Yes further south at least, where the moose live. It's more of an Indian art than an Eskimo one. Moosehair tufts are cut short, tied tight and shaved into little 'buttons" which can be dyed with fruit and vegetable dyes. Moosehair tufting is quite an art in the Mackenzie valley and further south. Porcupine quills can be dyed too and sewn onto leather in patterns.

> Did they make a Pemmican like the natives here?

The Inuit hunted all year round and also preserved foods by freezing and drying. One traditional recipe calls for gutting a walrus, stuffing the cavity with plucked birds and burying it in a rocky pit. It is covered in enough boulders to discourage wolves and left for two years. As it thaws but briefly and never gets warm it ages without spoiling. At the end of the second year it has both the texture and taste of blue cheese. Or so I'm told; I have never partaken of that delicacy.
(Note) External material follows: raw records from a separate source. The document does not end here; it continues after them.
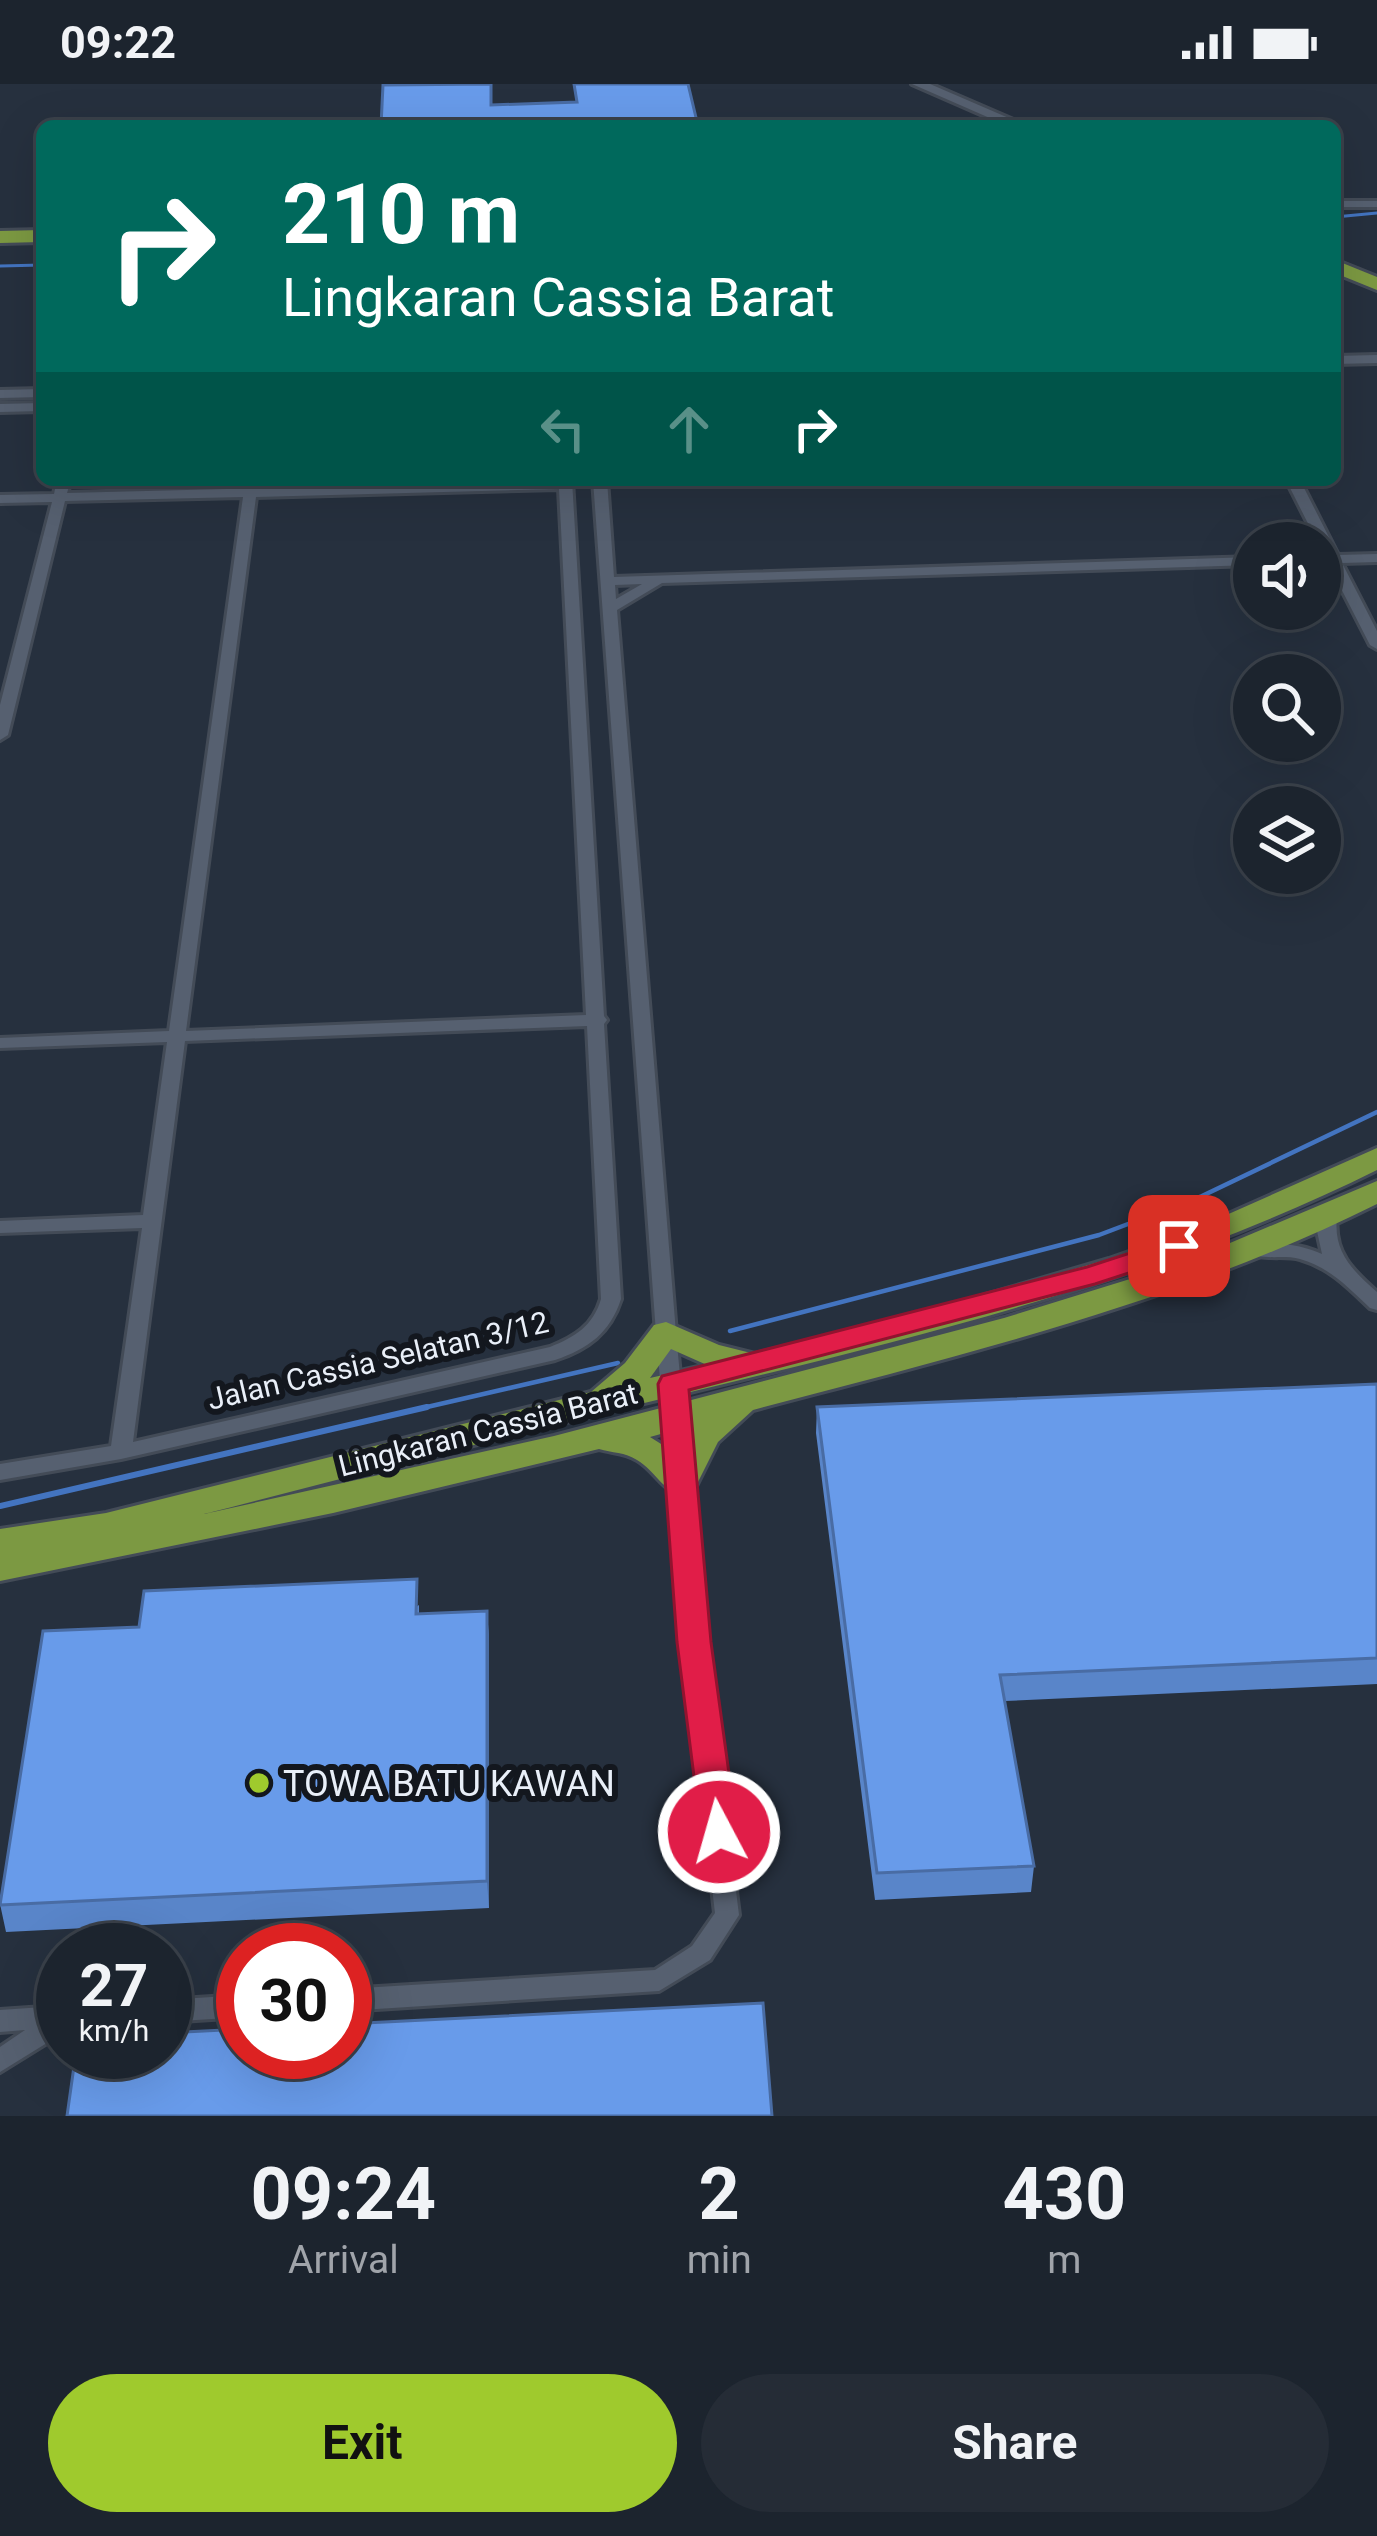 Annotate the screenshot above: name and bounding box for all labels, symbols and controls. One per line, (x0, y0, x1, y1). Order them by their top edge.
text: 09:22 (60, 16, 176, 69)
text: 210 m (282, 165, 520, 264)
icon: right (84, 168, 240, 324)
text: Lingkaran Cassia Barat (282, 266, 834, 329)
icon: left (530, 396, 596, 462)
icon: ahead (656, 396, 722, 462)
icon: right (782, 396, 848, 462)
map controls (1233, 522, 1341, 894)
button: sound (1233, 522, 1341, 630)
button: search (1233, 654, 1341, 762)
button: layers (1233, 786, 1341, 894)
pin (1128, 1195, 1230, 1297)
icon: arrive (1146, 1213, 1212, 1279)
street label: Jalan Cassia Selatan 3/12 (204, 1304, 552, 1417)
street label: Lingkaran Cassia Barat (335, 1375, 641, 1484)
place label: TOWA BATU KAWAN (283, 1763, 615, 1805)
position arrow (656, 1769, 782, 1895)
marker: TOWA BATU KAWAN (246, 1770, 272, 1796)
speed limit sign: 30 (216, 1923, 372, 2079)
text: 27 (80, 1950, 148, 2021)
text: km/h (79, 2013, 149, 2048)
text: 09:24 (251, 2152, 436, 2237)
text: 2 (699, 2152, 740, 2237)
text: 430 (1002, 2152, 1126, 2237)
text: Arrival (288, 2237, 399, 2283)
text: min (687, 2237, 752, 2283)
text: m (1047, 2237, 1082, 2283)
button: Exit (48, 2374, 677, 2512)
button: Share (701, 2374, 1329, 2512)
> native Americans had hardly any diabetes before white people came from > their way of living, only when white foods and alcohol was introduced > did it become obvious that their genetic make-up could not handle it. > I do not know any native family that has been spared from diabetes.

Sad but true. Diabetes has gone from non-existent to 8 times the national average in the north in the last fifty years. It is the scourge of Native peoples everywhere.